Dataset entries:
◆ ◆ ◆ ◆ ◆ ◆ ◆

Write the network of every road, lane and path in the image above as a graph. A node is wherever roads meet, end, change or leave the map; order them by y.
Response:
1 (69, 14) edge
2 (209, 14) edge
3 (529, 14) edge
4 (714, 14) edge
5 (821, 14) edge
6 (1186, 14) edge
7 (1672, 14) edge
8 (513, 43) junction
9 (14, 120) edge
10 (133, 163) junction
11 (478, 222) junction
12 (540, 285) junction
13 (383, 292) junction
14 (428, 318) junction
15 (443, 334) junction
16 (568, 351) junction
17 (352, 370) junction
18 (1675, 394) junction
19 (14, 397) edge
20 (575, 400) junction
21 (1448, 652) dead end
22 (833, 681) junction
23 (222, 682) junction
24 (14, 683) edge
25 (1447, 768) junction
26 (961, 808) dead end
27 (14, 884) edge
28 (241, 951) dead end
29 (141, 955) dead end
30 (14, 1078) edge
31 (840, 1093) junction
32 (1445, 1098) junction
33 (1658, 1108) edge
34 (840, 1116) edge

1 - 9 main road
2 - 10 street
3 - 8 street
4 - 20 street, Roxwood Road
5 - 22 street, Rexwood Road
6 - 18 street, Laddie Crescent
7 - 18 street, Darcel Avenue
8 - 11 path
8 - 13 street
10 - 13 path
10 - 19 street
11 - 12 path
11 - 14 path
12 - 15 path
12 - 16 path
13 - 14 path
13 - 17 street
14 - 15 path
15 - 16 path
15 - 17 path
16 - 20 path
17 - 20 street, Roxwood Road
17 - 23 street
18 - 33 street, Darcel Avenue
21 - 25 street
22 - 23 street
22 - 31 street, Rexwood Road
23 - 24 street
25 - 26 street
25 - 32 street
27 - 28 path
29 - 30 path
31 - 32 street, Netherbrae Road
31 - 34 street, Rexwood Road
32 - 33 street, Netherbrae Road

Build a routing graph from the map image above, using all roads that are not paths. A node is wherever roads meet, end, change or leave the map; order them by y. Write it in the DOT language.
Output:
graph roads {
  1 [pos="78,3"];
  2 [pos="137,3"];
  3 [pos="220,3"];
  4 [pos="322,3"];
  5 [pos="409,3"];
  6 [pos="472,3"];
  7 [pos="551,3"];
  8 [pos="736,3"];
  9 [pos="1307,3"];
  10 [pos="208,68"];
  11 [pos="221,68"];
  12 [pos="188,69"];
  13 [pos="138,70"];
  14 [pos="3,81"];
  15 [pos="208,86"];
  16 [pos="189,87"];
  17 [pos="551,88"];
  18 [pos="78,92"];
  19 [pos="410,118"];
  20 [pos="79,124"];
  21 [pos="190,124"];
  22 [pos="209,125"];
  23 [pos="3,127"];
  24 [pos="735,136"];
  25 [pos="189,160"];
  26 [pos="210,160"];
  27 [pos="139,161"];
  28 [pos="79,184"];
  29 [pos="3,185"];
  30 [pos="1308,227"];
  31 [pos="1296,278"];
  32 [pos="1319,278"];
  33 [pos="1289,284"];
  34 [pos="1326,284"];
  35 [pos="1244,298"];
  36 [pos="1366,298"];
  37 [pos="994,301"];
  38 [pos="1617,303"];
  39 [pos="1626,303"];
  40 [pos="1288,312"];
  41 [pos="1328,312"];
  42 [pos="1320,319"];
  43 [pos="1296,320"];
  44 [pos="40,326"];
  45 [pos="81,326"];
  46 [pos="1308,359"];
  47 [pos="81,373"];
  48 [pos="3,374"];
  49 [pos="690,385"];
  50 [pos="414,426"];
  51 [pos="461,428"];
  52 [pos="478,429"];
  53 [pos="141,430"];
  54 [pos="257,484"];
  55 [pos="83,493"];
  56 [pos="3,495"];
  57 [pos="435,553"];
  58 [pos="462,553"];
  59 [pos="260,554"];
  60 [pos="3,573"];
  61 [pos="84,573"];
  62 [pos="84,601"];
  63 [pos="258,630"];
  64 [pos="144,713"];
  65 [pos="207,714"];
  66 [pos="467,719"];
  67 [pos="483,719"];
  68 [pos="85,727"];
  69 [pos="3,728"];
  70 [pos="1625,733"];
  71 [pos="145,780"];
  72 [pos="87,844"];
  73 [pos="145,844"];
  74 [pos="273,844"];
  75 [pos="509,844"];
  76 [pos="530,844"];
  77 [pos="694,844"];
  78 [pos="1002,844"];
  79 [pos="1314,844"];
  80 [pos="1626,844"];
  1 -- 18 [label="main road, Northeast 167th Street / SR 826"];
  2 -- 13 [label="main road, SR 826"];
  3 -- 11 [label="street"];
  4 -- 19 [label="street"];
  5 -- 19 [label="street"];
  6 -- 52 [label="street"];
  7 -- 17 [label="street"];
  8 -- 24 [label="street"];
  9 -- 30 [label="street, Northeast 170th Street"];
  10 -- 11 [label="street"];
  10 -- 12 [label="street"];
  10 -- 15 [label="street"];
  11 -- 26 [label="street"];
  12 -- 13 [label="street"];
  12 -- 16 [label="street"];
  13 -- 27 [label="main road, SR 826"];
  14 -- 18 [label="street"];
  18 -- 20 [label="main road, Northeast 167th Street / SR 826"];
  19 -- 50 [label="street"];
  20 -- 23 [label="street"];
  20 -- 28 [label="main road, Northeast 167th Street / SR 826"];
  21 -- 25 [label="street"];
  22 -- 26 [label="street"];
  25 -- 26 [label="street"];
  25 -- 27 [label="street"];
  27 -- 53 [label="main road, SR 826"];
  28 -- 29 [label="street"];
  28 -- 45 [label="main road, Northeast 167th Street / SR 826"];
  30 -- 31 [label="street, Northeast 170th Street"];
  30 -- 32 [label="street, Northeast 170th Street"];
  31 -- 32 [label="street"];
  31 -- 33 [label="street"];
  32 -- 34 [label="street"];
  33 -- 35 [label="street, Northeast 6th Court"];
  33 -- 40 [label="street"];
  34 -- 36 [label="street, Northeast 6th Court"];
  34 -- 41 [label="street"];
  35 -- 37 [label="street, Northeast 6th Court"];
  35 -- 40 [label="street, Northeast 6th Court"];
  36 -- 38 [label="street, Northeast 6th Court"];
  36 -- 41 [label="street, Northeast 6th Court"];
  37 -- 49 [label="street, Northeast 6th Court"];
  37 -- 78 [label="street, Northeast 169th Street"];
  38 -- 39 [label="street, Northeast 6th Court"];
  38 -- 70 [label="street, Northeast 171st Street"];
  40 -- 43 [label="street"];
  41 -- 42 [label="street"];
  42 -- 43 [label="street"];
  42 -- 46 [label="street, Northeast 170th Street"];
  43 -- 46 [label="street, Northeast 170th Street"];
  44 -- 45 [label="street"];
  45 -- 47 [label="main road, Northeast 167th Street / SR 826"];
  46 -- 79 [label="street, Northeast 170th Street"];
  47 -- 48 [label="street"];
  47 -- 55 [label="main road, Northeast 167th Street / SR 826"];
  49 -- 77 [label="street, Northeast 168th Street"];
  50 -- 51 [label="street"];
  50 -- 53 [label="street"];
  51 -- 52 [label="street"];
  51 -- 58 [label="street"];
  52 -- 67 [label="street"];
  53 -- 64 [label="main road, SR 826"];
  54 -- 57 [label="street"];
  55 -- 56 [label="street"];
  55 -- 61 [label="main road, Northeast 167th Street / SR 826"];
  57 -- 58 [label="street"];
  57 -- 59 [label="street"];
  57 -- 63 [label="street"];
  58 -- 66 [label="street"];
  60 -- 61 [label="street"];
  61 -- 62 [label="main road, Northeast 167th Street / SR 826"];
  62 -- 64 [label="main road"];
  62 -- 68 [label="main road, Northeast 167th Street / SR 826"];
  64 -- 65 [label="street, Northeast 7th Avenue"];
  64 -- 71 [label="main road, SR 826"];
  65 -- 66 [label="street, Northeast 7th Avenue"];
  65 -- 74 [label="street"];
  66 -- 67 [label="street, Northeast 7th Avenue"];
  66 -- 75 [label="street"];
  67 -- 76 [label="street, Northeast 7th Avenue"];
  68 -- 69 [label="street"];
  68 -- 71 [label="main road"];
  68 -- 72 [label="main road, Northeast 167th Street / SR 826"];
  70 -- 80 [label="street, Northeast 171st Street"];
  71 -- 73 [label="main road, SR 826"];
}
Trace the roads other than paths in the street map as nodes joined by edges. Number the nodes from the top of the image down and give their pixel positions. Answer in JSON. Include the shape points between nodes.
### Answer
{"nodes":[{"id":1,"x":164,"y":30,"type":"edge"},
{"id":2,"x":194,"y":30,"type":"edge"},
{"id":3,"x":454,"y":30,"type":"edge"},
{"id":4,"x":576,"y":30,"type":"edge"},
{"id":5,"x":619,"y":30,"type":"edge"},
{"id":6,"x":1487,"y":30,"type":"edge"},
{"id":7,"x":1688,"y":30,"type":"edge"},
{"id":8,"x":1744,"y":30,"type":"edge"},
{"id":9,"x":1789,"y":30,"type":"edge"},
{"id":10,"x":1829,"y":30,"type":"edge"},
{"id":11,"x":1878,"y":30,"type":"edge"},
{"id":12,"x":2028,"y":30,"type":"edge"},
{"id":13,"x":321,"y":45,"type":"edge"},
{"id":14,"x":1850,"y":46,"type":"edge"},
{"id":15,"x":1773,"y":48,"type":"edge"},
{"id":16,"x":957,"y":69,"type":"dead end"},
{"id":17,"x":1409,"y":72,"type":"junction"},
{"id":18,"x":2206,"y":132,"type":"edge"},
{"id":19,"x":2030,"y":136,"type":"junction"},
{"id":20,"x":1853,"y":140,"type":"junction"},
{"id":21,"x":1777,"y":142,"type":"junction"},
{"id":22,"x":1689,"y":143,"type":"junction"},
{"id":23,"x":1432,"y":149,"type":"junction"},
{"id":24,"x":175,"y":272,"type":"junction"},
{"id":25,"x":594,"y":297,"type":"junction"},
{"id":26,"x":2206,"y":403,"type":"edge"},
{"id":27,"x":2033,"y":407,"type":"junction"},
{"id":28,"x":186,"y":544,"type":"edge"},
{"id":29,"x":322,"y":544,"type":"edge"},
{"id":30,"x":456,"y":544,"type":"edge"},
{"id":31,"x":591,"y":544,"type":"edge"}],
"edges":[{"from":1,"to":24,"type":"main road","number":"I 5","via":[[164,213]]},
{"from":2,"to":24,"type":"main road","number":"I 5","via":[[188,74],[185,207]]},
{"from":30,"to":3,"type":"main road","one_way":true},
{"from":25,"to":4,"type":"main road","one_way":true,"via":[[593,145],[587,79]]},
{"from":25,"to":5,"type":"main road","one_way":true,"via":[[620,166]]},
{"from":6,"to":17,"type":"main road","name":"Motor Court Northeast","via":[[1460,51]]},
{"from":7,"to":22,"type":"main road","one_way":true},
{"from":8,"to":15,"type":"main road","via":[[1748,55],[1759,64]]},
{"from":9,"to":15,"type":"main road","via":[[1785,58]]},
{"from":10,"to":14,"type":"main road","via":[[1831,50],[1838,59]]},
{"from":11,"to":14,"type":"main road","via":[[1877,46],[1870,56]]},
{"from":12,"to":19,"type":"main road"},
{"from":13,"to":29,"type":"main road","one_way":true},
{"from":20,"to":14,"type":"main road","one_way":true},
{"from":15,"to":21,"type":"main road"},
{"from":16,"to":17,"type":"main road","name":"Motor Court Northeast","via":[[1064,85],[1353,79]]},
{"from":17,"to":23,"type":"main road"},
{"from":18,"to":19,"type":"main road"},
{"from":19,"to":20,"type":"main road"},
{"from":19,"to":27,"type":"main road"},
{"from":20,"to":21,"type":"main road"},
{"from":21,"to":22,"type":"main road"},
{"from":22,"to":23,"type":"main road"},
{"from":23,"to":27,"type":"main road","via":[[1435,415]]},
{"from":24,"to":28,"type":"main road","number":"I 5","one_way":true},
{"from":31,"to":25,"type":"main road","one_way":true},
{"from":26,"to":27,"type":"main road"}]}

◆ ◆ ◆ ◆ ◆ ◆ ◆

## [What you will do]
Scan the entries above, and wherever a line holds the string "Roxwood", copy it.

## [Output for this task]
4 - 20 street, Roxwood Road
17 - 20 street, Roxwood Road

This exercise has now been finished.